American Flag. Photo by Callen Harty.

Most days, even on the weekends when I don’t have to, I tend to wake up by 6:30 or 7:00. Today I was able to sleep in until about 7:30 or so, and then I was able to lounge in bed for another hour or so. I watched a little television, checked Facebook and other things online, and generally just relaxed before getting out of bed and taking a nice long hot shower. On days like this I realize, though maybe not always as consciously as I should, that I have it pretty good compared to others. I have a bed and house when others are homeless. I have a job I’ve been at for more than ten years now that pays me a decent salary (not great, but enough to live on and have spending money), while I know there are those who have been unemployed or underemployed for months and years. I have a car and enough money for gas when others can barely afford public transportation. I am well-fed when others are hungry. I have privilege by virtue of my color and my gender–although I lose some of that due to being a gay man–when others are oppressed because of their color or gender. I have family, friends, and a life partner who love me when there are countless others who are alone in this world. Overall, my life is good and I am comfortable.

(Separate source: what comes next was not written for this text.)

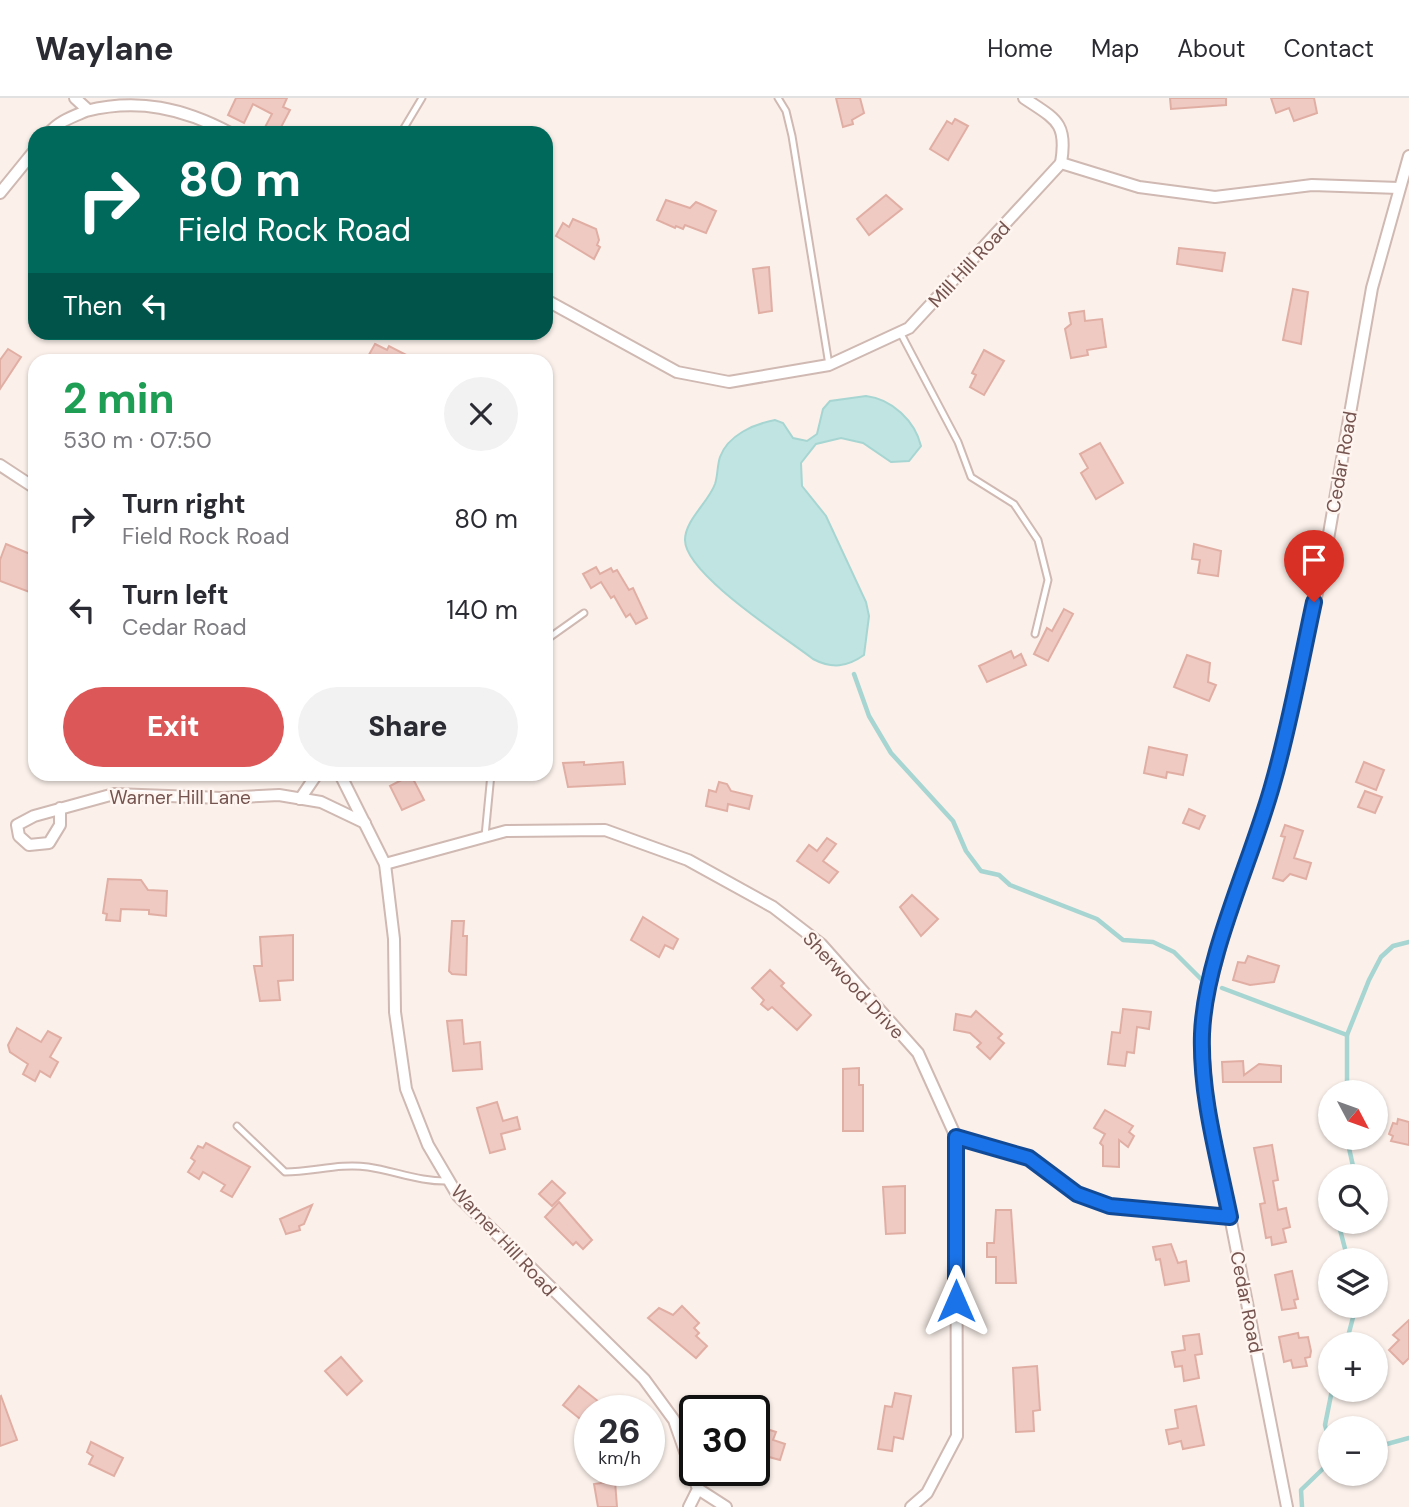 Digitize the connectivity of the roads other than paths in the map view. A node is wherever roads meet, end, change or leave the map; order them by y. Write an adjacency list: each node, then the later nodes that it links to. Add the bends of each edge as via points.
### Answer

But I also see the world in which we live. I understand that some of my comfort comes at the expense of others. This is why I am politically active. I believe that government should not be for the rich or the majority but for the least of us and those in the minority. It is why I often join marches, rallies, and movements, because those in power will not concede their power, or any part of it, unless the people speak up and speak out, and act up and act out. There are strong forces aligned with the rich and powerful so that they maintain both their wealth and their power. Without groundswells of popular support against wars and injustices the wars and injustices are destined to continue.

On the way to meet my niece for some tea and lunch I passed by a display of eight life-size purple cut-out figures with the words “Domestic Abuse Affects Each of Us” printed on cut-out clouds lying low to the ground. October is Domestic Violence Awareness Month, and it occurred to me how sad it is that we have to dedicate entire months to raise awareness of issues like domestic violence, sexual assault, gun violence, bullying, and more. Our society is so violent that we set aside months at a time to remind people about how widespread the violence is and hope that at least a few people are drawn to an awareness that was not there before. It is not acceptable that so many in this country are victims of so many kinds of violence, yet as a whole we settle for it. We raise awareness for a moment or two in a month or two every year and then we drift back into complacency and care more about reality television than the reality outside our doors and windows.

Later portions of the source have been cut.